*YOUR GOAL*
Each of the entries below should be written out exactly as it reads.

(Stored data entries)

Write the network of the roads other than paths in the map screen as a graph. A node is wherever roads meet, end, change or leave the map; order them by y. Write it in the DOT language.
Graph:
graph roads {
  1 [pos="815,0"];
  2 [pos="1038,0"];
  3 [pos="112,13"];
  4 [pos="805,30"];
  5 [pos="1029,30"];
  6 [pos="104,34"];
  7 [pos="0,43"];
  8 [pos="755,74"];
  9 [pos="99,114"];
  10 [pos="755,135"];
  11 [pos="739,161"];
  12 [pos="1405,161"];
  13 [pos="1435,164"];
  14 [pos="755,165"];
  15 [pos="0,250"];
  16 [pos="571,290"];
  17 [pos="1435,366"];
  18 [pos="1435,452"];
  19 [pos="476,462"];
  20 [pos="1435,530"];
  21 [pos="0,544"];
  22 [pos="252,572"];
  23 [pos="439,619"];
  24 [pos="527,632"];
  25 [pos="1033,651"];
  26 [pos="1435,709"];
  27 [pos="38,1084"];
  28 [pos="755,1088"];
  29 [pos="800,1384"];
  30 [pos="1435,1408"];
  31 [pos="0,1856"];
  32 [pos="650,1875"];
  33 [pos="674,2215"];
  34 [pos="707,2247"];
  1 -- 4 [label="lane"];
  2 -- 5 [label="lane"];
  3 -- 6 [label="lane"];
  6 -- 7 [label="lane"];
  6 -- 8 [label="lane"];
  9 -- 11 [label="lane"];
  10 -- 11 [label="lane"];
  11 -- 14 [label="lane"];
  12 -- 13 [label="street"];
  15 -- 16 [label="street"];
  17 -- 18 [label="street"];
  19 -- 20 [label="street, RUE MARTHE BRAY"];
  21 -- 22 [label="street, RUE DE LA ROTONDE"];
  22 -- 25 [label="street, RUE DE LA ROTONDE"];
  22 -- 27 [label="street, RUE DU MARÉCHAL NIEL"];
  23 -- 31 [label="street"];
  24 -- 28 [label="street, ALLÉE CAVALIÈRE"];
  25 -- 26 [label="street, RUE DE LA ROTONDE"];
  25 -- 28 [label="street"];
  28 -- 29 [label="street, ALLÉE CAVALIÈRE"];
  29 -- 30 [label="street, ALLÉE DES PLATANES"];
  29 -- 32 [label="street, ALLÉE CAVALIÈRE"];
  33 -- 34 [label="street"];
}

*YOUR SOLUTION*
Write the network of the roads other than paths in the map screen as a graph. A node is wherever roads meet, end, change or leave the map; order them by y. Write it in the DOT language.
Graph:
graph roads {
  1 [pos="815,0"];
  2 [pos="1038,0"];
  3 [pos="112,13"];
  4 [pos="805,30"];
  5 [pos="1029,30"];
  6 [pos="104,34"];
  7 [pos="0,43"];
  8 [pos="755,74"];
  9 [pos="99,114"];
  10 [pos="755,135"];
  11 [pos="739,161"];
  12 [pos="1405,161"];
  13 [pos="1435,164"];
  14 [pos="755,165"];
  15 [pos="0,250"];
  16 [pos="571,290"];
  17 [pos="1435,366"];
  18 [pos="1435,452"];
  19 [pos="476,462"];
  20 [pos="1435,530"];
  21 [pos="0,544"];
  22 [pos="252,572"];
  23 [pos="439,619"];
  24 [pos="527,632"];
  25 [pos="1033,651"];
  26 [pos="1435,709"];
  27 [pos="38,1084"];
  28 [pos="755,1088"];
  29 [pos="800,1384"];
  30 [pos="1435,1408"];
  31 [pos="0,1856"];
  32 [pos="650,1875"];
  33 [pos="674,2215"];
  34 [pos="707,2247"];
  1 -- 4 [label="lane"];
  2 -- 5 [label="lane"];
  3 -- 6 [label="lane"];
  6 -- 7 [label="lane"];
  6 -- 8 [label="lane"];
  9 -- 11 [label="lane"];
  10 -- 11 [label="lane"];
  11 -- 14 [label="lane"];
  12 -- 13 [label="street"];
  15 -- 16 [label="street"];
  17 -- 18 [label="street"];
  19 -- 20 [label="street, RUE MARTHE BRAY"];
  21 -- 22 [label="street, RUE DE LA ROTONDE"];
  22 -- 25 [label="street, RUE DE LA ROTONDE"];
  22 -- 27 [label="street, RUE DU MARÉCHAL NIEL"];
  23 -- 31 [label="street"];
  24 -- 28 [label="street, ALLÉE CAVALIÈRE"];
  25 -- 26 [label="street, RUE DE LA ROTONDE"];
  25 -- 28 [label="street"];
  28 -- 29 [label="street, ALLÉE CAVALIÈRE"];
  29 -- 30 [label="street, ALLÉE DES PLATANES"];
  29 -- 32 [label="street, ALLÉE CAVALIÈRE"];
  33 -- 34 [label="street"];
}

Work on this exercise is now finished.